Performance in a compiler is usually taken to be a combination of runtime, code size, and compile time, although all three components are not weighted equally.

igouy · on Jan 21, 2021

Back on May 23 2006, a sortable column of GZip source code size measurements:

https://web.archive.org/web/20060523195137/http://shootout.a...

https://web.archive.org/web/20060519213743/http://shootout.a...

> Performance in a compiler is usually taken to be a combination of runtime, code size, and compile time

The benchmarks game shows source code size, not compiled code size.

qznc · on Jan 21, 2021

If people cared about correctness, they would use CompCert instead of GCC or Clang.

pjmlp · on Jan 21, 2021

Or create OSes where applications are all written in managed languages, and the use of GCC and clang is gate keeped to the OS vendor and native libraries, just an idea.

MaxBarraclough · on Jan 21, 2021

Bit of a nitpick, but the real value is in safe languages, rather than managed languages, no? The distinction is a little blurry, admittedly, but as an example, I figure that verified SPARK counts as safe but unmanaged.

pjmlp · on Jan 21, 2021

Because as you might have guessed, I was speaking of iOS, Android and ChromeOS, while SPARK as much as I like it, is a very niche technology.

MaxBarraclough · on Jan 21, 2021

I should have gone with a less niche example: the safe subset of Rust. D also has a safe subset.

pjmlp · on Jan 21, 2021

Still niche, Rust is not up to the stuff that app developers expect in terms of tooling and D still has quite a few @safe bugs to sort out, among its current adoption issues.

Unfortunely regardless of their own reports regarding CVEs, Microsoft, Apple and Google keep turning to C and C++ for their bottom layers + managed languages, instead of going full speed in some of those alternatives.

So it appears to be the long term solution to mitigate security issues, while keeping compatibility with existing code and tooling.

eru · on Jan 21, 2021

Why use managed languages when you can prove your code correct?

pjmlp · on Jan 21, 2021

With what, Frama-C? Good luck getting it adopted outside domains that enforce its use for code certification.

eru · on Jan 27, 2021

Frama-C is a specific compiler. It has not much to do with proving your own code. (And C ain't a good language for writing code you want to prove correct in.)

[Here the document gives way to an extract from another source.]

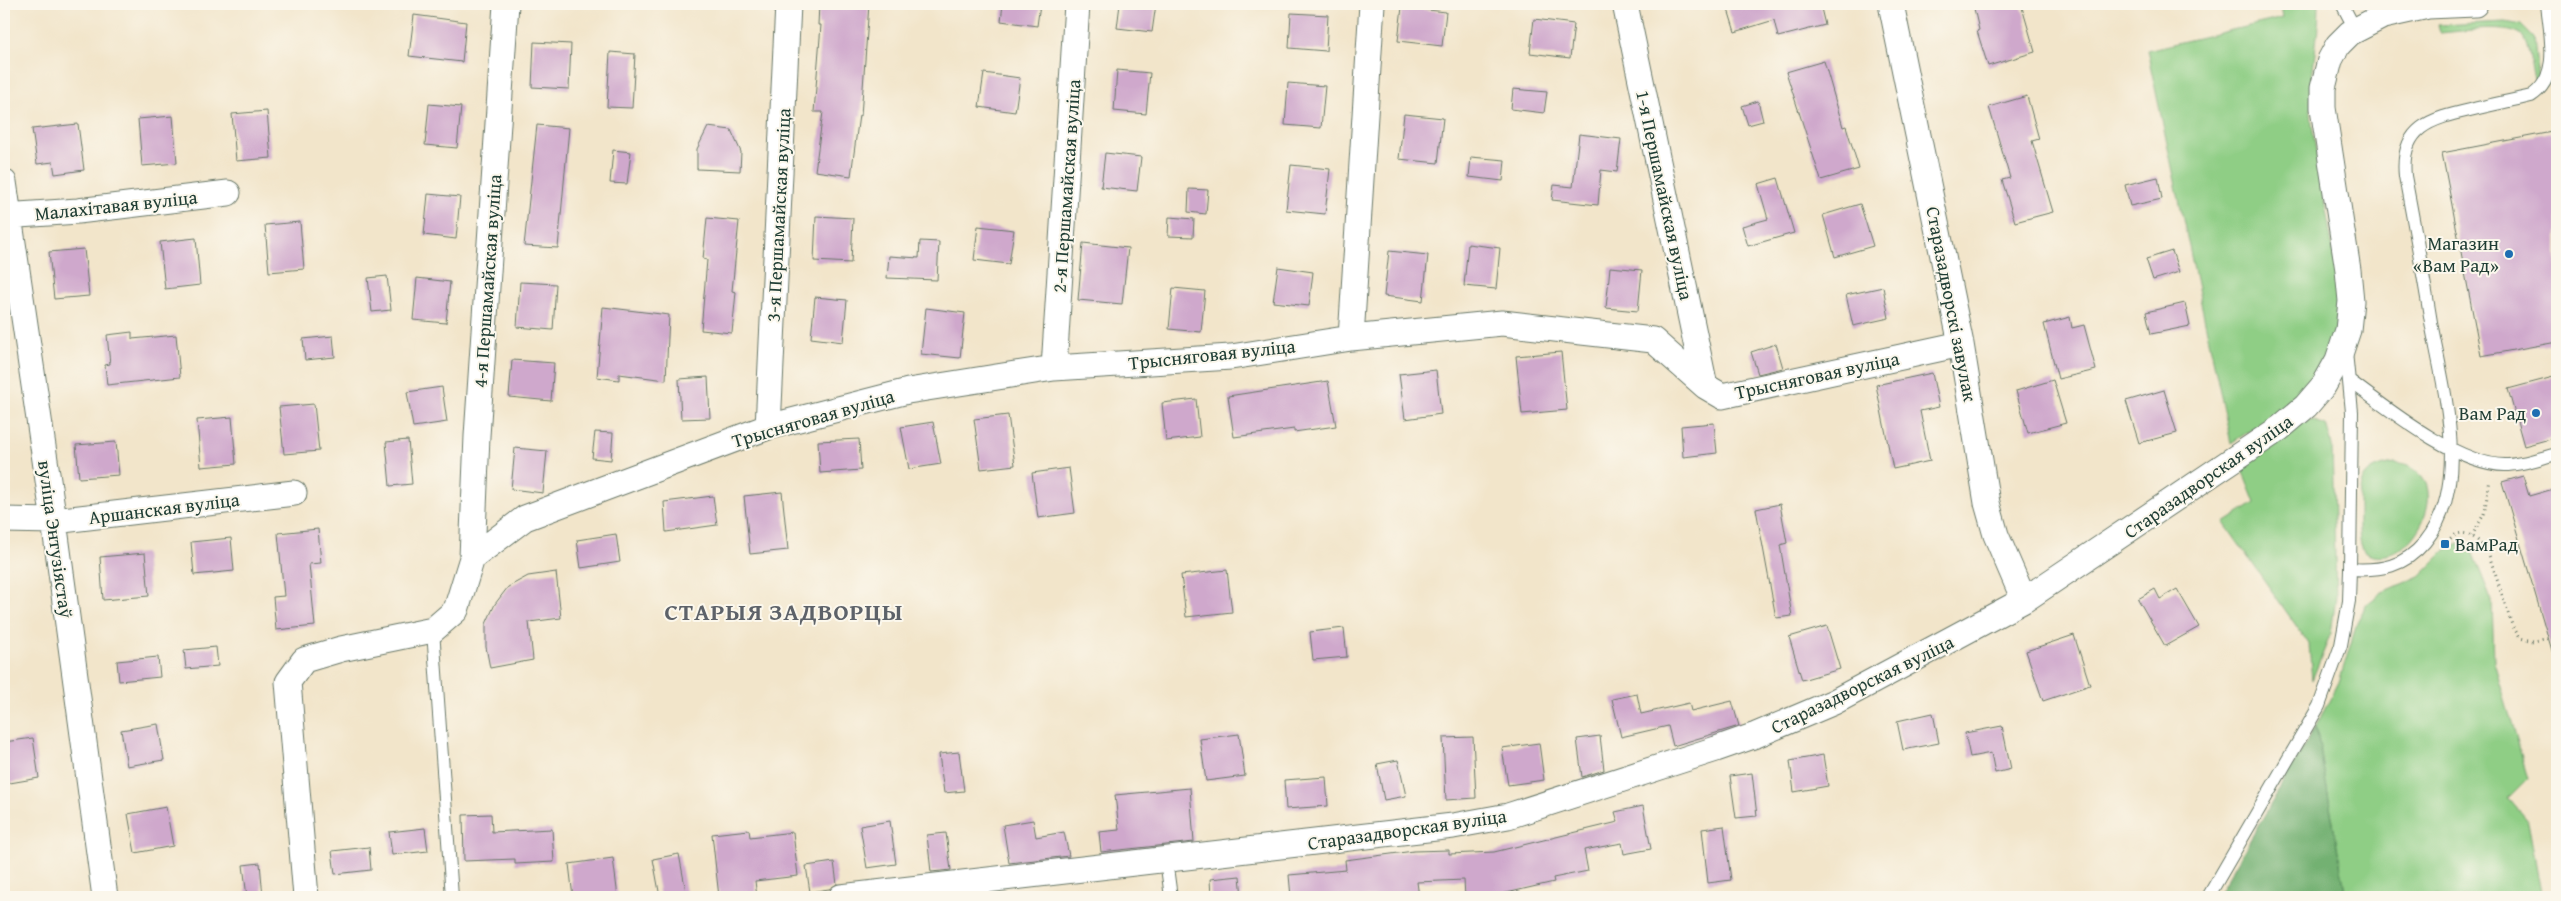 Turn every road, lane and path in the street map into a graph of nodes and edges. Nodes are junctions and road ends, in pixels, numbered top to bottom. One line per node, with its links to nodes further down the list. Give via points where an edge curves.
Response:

You are right that after having proven your code correct, you might want to use an implementation (compiler or interpreter), that is also proven correct. But those are still two different things.

edwcross · on Jan 28, 2021

Frama-C is a framework for code analysis. It can help proving code with the aid of ACSL (JML-like notation for C contracts).

But I agree that C is not the best language for writing critical code.

tobylane · on Jan 21, 2021

CompCert doesn’t guarantee these two functions will work. Thanks, didn’t know about that project.

Cthulhu_ · on Jan 21, 2021

I do; low level, OS and library code should be both. It's not an either or; you start with the correct code (and code to verify), then if needs be you optimize.

wongarsu · on Jan 21, 2021

So you're saying maximum priority is correctness, and performance second place? Because if you don't have correctness you can't "start with correct code"

0xTJ · on Jan 21, 2021

If you have a broken compiler, you can have broken generated code, and not even know it. This isn't about whether or not your C code is correct, this is about whether the assembly that's generated matches the behavior in your code.

ndr · on Jan 21, 2021

How is this not confirming the point you're replying to?

lmm · on Jan 21, 2021

Anyone who's decided to use C has already made that choice, so it makes sense that C compiler writers would follow their priorities.